══ SUPPLIED MATERIAL ══

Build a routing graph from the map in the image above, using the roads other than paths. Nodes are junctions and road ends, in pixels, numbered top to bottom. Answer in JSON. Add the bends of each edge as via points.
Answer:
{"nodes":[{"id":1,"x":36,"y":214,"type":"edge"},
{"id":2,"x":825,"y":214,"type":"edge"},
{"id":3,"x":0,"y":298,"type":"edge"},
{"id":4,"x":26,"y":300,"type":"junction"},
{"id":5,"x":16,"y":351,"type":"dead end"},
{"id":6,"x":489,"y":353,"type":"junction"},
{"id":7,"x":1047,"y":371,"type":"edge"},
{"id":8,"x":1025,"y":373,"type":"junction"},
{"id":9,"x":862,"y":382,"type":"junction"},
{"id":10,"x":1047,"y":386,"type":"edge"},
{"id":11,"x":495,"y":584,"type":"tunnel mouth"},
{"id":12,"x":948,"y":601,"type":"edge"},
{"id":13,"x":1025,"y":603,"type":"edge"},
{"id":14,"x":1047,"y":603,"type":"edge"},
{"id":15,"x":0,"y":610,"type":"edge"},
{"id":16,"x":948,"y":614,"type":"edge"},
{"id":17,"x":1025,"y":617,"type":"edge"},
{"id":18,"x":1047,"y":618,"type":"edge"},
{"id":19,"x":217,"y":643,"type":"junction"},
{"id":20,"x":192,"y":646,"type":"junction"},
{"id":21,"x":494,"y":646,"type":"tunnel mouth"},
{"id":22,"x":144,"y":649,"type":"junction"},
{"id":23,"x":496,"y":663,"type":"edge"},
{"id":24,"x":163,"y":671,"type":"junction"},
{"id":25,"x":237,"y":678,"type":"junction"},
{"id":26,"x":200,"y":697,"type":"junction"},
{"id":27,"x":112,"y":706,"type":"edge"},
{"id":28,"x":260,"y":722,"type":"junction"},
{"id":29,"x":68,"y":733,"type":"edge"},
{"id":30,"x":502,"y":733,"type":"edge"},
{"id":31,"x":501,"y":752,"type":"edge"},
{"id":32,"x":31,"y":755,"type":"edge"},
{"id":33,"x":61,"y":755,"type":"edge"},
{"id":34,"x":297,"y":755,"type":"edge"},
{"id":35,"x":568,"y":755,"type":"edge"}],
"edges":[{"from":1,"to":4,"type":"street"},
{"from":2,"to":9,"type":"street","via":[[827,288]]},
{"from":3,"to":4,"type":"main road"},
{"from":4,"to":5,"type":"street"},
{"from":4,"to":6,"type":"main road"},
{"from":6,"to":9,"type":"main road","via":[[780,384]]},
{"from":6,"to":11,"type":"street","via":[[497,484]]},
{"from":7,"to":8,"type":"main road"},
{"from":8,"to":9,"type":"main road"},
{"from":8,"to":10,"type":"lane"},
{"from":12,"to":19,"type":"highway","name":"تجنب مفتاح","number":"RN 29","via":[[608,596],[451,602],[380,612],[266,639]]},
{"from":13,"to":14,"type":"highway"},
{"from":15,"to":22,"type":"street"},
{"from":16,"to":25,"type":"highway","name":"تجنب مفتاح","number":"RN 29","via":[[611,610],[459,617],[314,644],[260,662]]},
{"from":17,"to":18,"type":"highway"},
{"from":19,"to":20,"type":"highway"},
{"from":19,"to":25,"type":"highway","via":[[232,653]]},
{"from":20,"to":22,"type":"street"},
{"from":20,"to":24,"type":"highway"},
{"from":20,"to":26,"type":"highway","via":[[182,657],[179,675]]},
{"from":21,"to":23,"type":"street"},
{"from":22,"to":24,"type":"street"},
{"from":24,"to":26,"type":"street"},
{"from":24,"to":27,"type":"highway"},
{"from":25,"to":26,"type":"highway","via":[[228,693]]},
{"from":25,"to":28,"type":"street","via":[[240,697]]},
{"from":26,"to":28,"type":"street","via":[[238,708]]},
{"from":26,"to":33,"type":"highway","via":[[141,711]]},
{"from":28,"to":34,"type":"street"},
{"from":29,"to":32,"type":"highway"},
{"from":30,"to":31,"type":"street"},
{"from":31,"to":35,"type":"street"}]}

═══
══ SUPPLIED MATERIAL ══

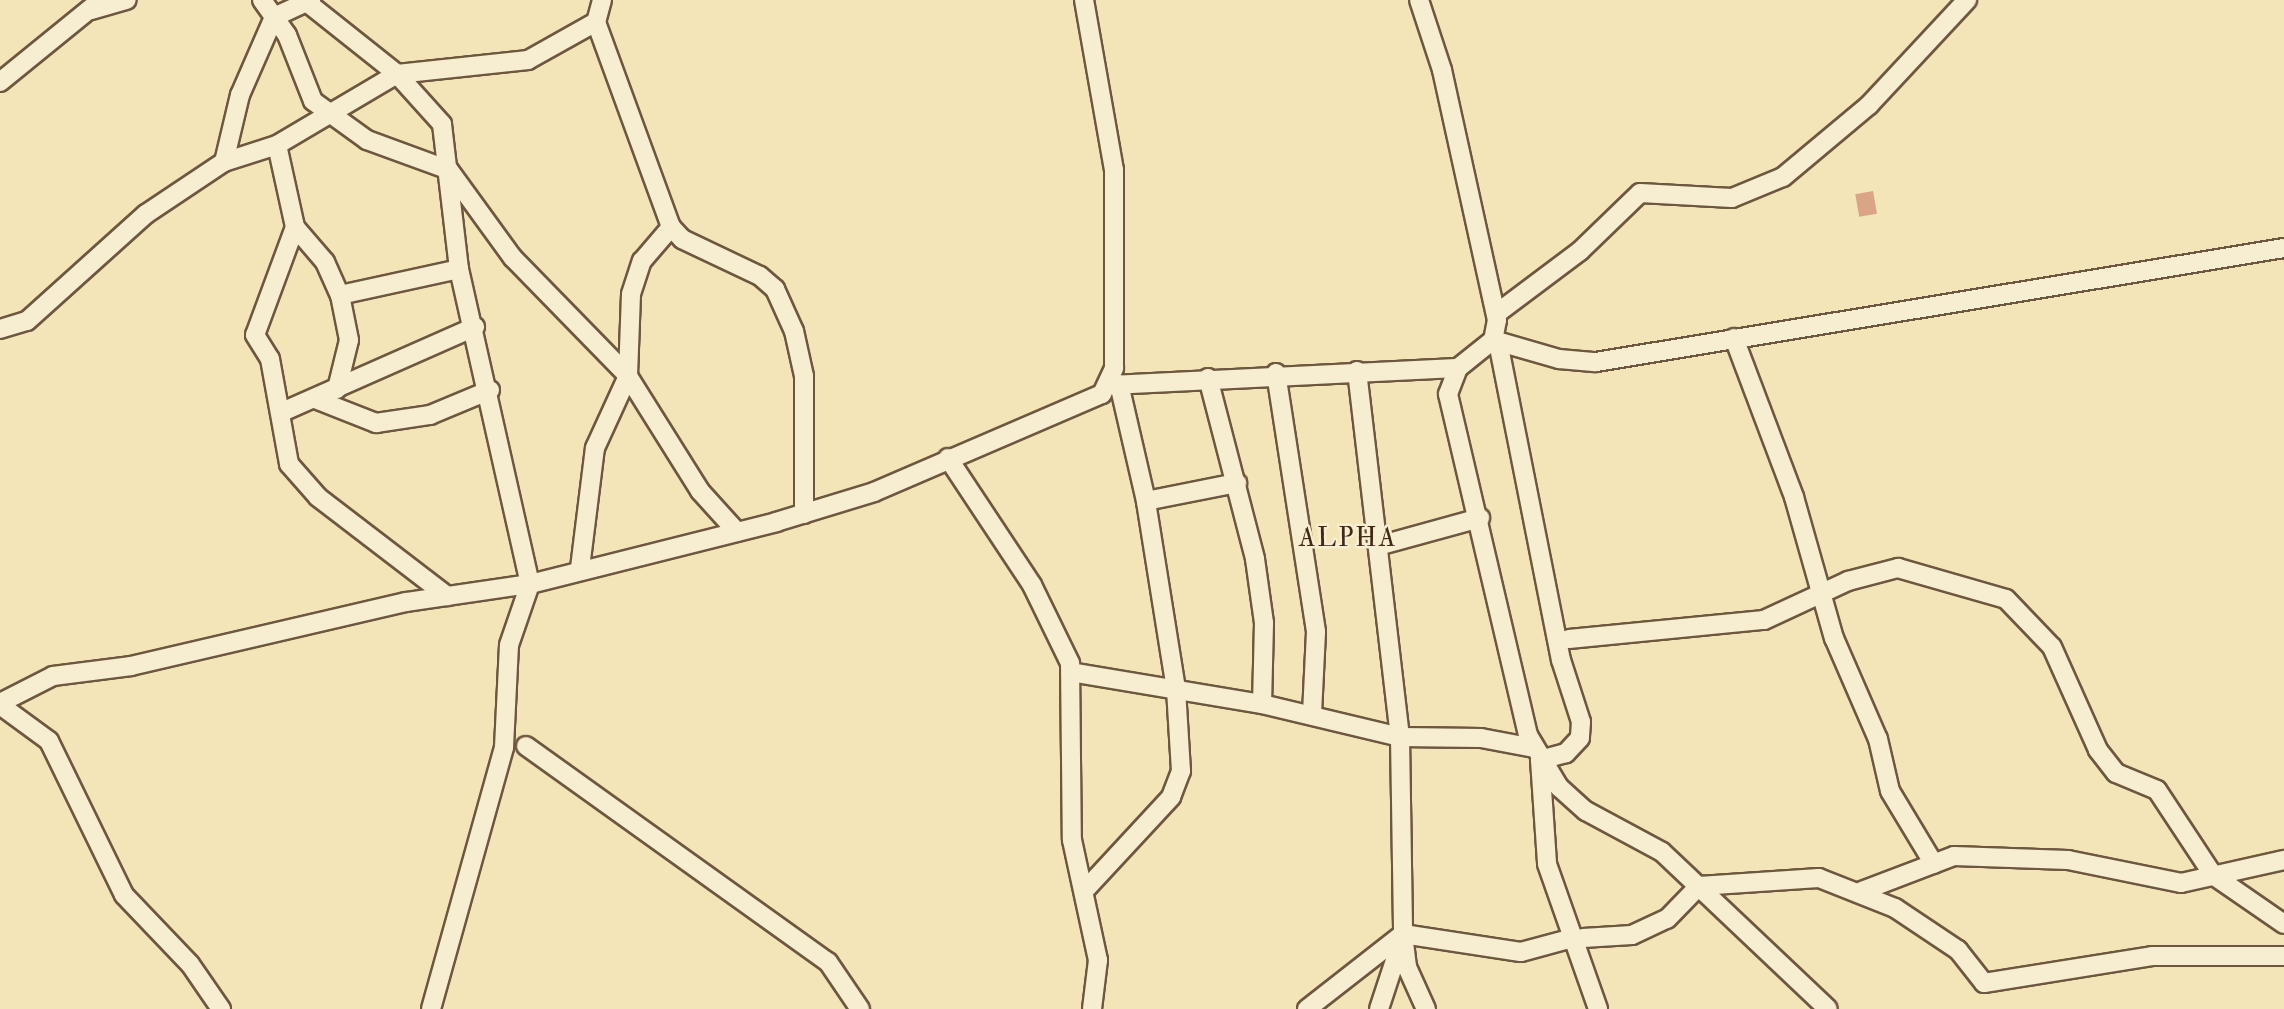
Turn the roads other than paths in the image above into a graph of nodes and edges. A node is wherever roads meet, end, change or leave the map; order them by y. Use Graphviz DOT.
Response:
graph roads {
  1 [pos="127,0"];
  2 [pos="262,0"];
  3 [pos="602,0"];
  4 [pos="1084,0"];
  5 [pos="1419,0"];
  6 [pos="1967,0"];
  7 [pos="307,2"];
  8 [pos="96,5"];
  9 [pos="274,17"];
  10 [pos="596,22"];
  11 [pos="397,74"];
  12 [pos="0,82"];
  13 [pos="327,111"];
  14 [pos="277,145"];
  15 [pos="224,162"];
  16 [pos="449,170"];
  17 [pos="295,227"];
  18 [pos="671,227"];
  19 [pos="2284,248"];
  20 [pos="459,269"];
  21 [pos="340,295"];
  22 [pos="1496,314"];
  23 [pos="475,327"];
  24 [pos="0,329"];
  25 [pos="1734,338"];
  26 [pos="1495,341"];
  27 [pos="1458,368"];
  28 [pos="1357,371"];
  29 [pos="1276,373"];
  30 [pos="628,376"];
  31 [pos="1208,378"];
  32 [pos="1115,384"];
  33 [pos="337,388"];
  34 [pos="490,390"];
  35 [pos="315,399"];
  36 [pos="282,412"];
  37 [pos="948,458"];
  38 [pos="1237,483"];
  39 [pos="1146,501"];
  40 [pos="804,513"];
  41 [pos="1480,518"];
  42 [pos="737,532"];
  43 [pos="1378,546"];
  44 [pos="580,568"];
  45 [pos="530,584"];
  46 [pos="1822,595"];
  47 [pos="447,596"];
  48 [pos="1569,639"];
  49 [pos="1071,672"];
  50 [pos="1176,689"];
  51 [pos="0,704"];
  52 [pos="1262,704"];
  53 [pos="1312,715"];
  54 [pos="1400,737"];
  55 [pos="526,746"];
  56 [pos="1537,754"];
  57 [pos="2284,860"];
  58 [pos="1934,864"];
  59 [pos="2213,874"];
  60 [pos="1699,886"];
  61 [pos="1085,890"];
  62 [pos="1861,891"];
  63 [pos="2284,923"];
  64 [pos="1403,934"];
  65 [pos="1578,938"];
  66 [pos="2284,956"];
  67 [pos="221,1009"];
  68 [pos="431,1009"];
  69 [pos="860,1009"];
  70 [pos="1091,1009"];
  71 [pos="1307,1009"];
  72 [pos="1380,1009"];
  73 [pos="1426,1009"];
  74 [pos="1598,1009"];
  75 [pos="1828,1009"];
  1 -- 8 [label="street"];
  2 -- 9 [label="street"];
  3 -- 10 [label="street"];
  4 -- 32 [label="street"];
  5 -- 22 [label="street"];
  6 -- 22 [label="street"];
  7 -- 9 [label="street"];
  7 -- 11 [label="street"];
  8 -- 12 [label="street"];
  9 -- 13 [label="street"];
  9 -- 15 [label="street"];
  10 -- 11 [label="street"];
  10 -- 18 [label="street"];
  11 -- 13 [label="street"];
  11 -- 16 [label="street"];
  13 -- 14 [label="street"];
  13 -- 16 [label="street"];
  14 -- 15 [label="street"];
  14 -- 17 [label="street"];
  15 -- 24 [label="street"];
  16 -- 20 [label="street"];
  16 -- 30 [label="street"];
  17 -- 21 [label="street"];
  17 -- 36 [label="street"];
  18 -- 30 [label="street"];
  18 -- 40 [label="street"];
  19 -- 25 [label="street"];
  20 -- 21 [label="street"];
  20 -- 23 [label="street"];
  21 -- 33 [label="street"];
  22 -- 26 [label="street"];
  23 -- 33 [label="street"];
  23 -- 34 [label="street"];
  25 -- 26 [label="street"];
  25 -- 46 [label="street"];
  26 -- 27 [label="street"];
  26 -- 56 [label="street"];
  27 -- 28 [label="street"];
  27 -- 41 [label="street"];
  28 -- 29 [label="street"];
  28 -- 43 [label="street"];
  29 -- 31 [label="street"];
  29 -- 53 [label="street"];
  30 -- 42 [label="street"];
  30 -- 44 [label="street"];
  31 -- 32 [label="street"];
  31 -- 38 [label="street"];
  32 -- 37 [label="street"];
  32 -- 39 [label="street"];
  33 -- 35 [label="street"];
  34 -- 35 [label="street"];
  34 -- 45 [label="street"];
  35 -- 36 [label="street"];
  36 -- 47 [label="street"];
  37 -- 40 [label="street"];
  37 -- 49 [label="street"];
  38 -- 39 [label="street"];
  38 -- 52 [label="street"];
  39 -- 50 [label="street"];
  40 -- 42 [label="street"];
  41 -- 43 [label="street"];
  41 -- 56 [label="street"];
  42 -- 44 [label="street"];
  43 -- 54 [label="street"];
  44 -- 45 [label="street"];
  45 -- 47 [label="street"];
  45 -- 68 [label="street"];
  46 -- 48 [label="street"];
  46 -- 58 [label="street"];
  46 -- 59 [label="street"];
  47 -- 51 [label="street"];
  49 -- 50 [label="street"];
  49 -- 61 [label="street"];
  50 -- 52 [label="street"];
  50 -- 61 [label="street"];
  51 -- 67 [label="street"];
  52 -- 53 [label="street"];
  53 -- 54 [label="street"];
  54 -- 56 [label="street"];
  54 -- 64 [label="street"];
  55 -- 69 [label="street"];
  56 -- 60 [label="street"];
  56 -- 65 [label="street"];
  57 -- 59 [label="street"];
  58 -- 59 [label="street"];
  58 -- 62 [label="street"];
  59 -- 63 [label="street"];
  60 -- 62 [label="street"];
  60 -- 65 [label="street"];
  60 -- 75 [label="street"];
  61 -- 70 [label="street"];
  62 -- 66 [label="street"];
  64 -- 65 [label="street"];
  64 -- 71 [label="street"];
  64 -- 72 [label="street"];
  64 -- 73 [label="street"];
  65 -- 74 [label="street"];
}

═══

How many lines above include the word "مفتاح"? Answer with the number alone.

RESPONSE AREA
2